Surge Radio

Southampton; England;
- Broadcast area: Worldwide (online), Southampton, United Kingdom (on campus)

Programming
- Language: English
- Format: Student radio, internet radio

History
- First air date: February 1976
- Former names: Radio Heffalump (1976–1977) Radio Glen (1977–2001) SURGE Radio (2001–2018) Surge Radio (2018–present)
- Former frequencies: 1287 AM (1999–2010) 87.7 FM (2005–2016)

Links
- Website: surgeradio.co.uk

= Surge Radio =

Student radio station of the University of Southampton

Surge Radio is an English student radio station based at the University of Southampton. Founded in 1976 as Radio Heffalump, the station was renamed Radio Glen the following year and originally broadcast from the university's Glen Eyre Halls complex.

Surge Radio broadcasts online from its website, but is also played in select buildings of the University. Alumni of Surge Radio include broadcasters Spencer Kelly, Scott Mills and Chris Stark.

==History==

Surge Radio began broadcasting in the autumn term of 1976 as a pirate station, before it was agreed in March 1977 to form a legal radio station at Glen Eyre. The station was founded as Radio Glen and initially broadcast from a studio in Glen Eyre "F-Block", transmitting on AM by means of induction-loop systems installed on building rooftops on 963, and later on 1602, KHz.

The early 1980s brought major developments, including the station's first regular service of student news, a consistent programme schedule, the construction of a second studio and new music library, refurbishment of the main studio with cartridge machines and a new student-built mixer, and a sung jingle package. The station relocated to larger premises in New Terrace in 1998.

In 2000 the station began broadcasting on 1287AM, having before only reached Glen Eyre tenants, and in 2001 it commenced FM transmissions for one week per year. Also in 2001, the station was re-branded as SURGE, an acronym of Southampton University Radio from Glen Eyre.
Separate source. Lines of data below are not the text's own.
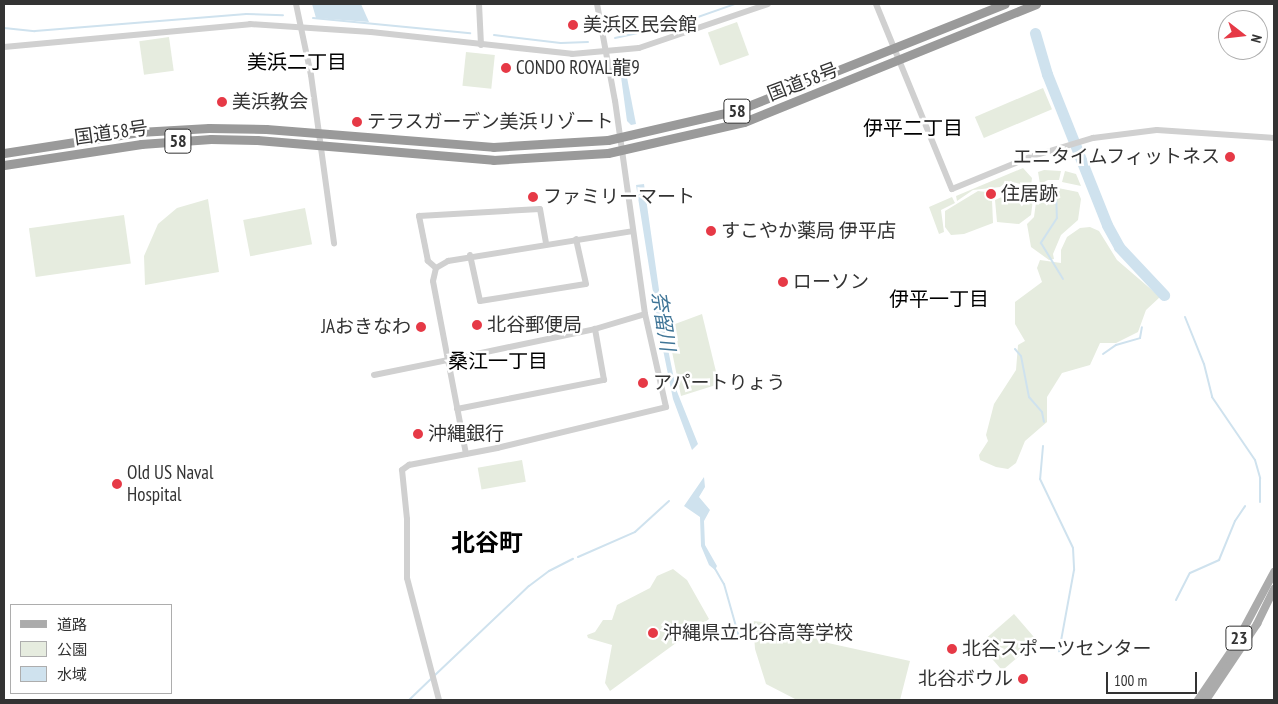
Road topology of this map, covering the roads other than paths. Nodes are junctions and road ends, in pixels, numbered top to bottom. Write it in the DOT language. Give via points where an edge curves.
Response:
graph roads {
  1 [pos="296,4"];
  2 [pos="479,4"];
  3 [pos="597,4"];
  4 [pos="768,4"];
  5 [pos="876,4"];
  6 [pos="1005,4"];
  7 [pos="1036,4"];
  8 [pos="302,26"];
  9 [pos="481,45"];
  10 [pos="4,46"];
  11 [pos="893,50"];
  12 [pos="606,52"];
  13 [pos="898,61"];
  14 [pos="320,133"];
  15 [pos="620,138"];
  16 [pos="1274,138"];
  17 [pos="321,146"];
  18 [pos="622,150"];
  19 [pos="4,153"];
  20 [pos="4,165"];
  21 [pos="633,231"];
  22 [pos="576,239"];
  23 [pos="546,243"];
  24 [pos="334,244"];
  25 [pos="470,255"];
  26 [pos="436,268"];
  27 [pos="645,314"];
  28 [pos="595,328"];
  29 [pos="448,360"];
  30 [pos="374,375"];
  31 [pos="457,409"];
  32 [pos="466,454"];
  33 [pos="1274,572"];
  34 [pos="1274,589"];
  35 [pos="438,699"];
  36 [pos="1198,700"];
  37 [pos="1206,700"];
  1 -- 8 [label="street"];
  2 -- 9 [label="street"];
  3 -- 12 [label="street"];
  4 -- 12 [label="street" via="639,48"];
  5 -- 11 [label="street"];
  6 -- 11 [label="highway, 国道58号 / 58"];
  7 -- 13 [label="highway, 国道58号 / 58"];
  8 -- 9 [label="street"];
  8 -- 10 [label="street" via="230,25"];
  8 -- 14 [label="street"];
  9 -- 12 [label="street" via="572,54"];
  11 -- 13 [label="street"];
  11 -- 15 [label="highway, 国道58号 / 58" via="738,110"];
  12 -- 15 [label="street"];
  13 -- 16 [label="street" via="952,189 1081,141 1157,130"];
  13 -- 18 [label="highway, 国道58号 / 58" via="744,122"];
  14 -- 15 [label="highway, 国道58号 / 58" via="493,147"];
  14 -- 17 [label="street"];
  14 -- 19 [label="highway, 国道58号 / 58" via="256,128 178,128"];
  15 -- 18 [label="street"];
  17 -- 18 [label="highway, 国道58号 / 58" via="493,160"];
  17 -- 20 [label="highway, 国道58号 / 58" via="257,140 178,140"];
  17 -- 24 [label="street"];
  18 -- 21 [label="street"];
  21 -- 22 [label="street"];
  21 -- 27 [label="street"];
  22 -- 23 [label="street"];
  22 -- 25 [label="street" via="586,284 480,301"];
  23 -- 25 [label="street"];
  23 -- 26 [label="street" via="540,209 419,216 428,262"];
  25 -- 26 [label="street" via="454,258"];
  26 -- 29 [label="street" via="433,281"];
  27 -- 28 [label="street"];
  27 -- 32 [label="street" via="666,407"];
  28 -- 29 [label="street"];
  28 -- 31 [label="street" via="604,380"];
  29 -- 30 [label="street"];
  29 -- 31 [label="street"];
  31 -- 32 [label="street"];
  32 -- 35 [label="street" via="409,465 402,470 407,519 406,570"];
  33 -- 36 [label="main road, 23" via="1234,647"];
  34 -- 37 [label="main road, 23" via="1257,624"];
}
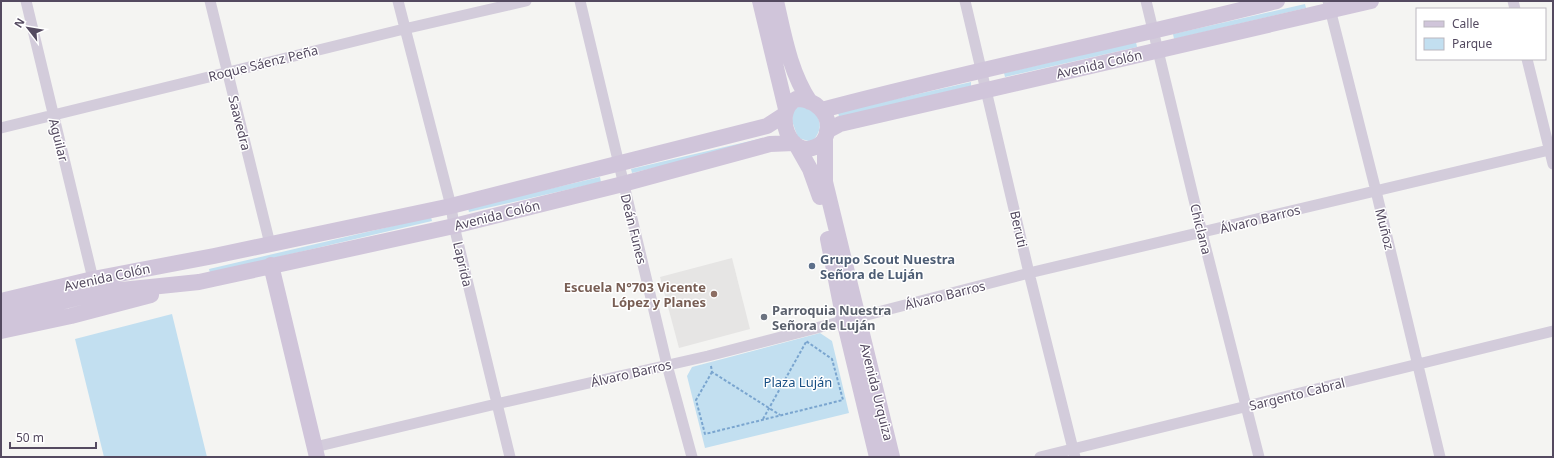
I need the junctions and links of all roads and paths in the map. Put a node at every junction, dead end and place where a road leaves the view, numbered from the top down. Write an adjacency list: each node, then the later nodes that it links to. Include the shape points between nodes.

In 2003 the station won its first Student Radio Award, awarded by the UK Student Radio Association: station Webmaster Nicholas Humfrey picked up the Technical Innovation Award for his "Total Request" system, while the website was awarded silver in the Website of the Year category. Surge News was founded in February 2004 by James Laidler, and in 2005 won first place in the SRA News & Talk category, with Nick Bevan picking up Surge's third award, for Newcomer of the Year. In June 2005, Surge successfully received funding of £25,000 from SUSU for construction of a new studio in the Students' Union building on the University's Highfield Campus, which was completed and launched in October. In April 2006 the station hosted the Student Radio Conference, and in June hosted the BBC 6 Music Breakfast Show with Phill Jupitus. Surge picked up an award for Best Entertainment Show in November 2006, when Nick Bevan, Thomas Morgan and Zander Bell won with "The Nick & Mogs Show".

In the 2011 Student Radio Awards Surge's Technical Manager Ben Morton received two nominations for the station, both in the category of Best Technical Achievement; he won the silver award at the ceremony for his work on the Surge Facebook application. Surge celebrated its 40th birthday in 2016.

In February 2017, a rare EMI BTR-3 tape recorder, previously used at Abbey Road Studios in the 1960s, was recovered by members of the Surge committee from the old Glen Eyre Halls studio after information on its whereabouts was provided by former Radio Glen Technical Manager Henry Walmsley, who had used the machine at the premises throughout the 1990s. The BTR-3 was donated to Abbey Road in April 2017, and in exchange, Surge were invited to broadcast from their new 'Front Room' studio. This made Surge the first group to use the Front Room studio, and the first student radio station to ever broadcast from Abbey Road Studios; the broadcast took place on 13 April 2017.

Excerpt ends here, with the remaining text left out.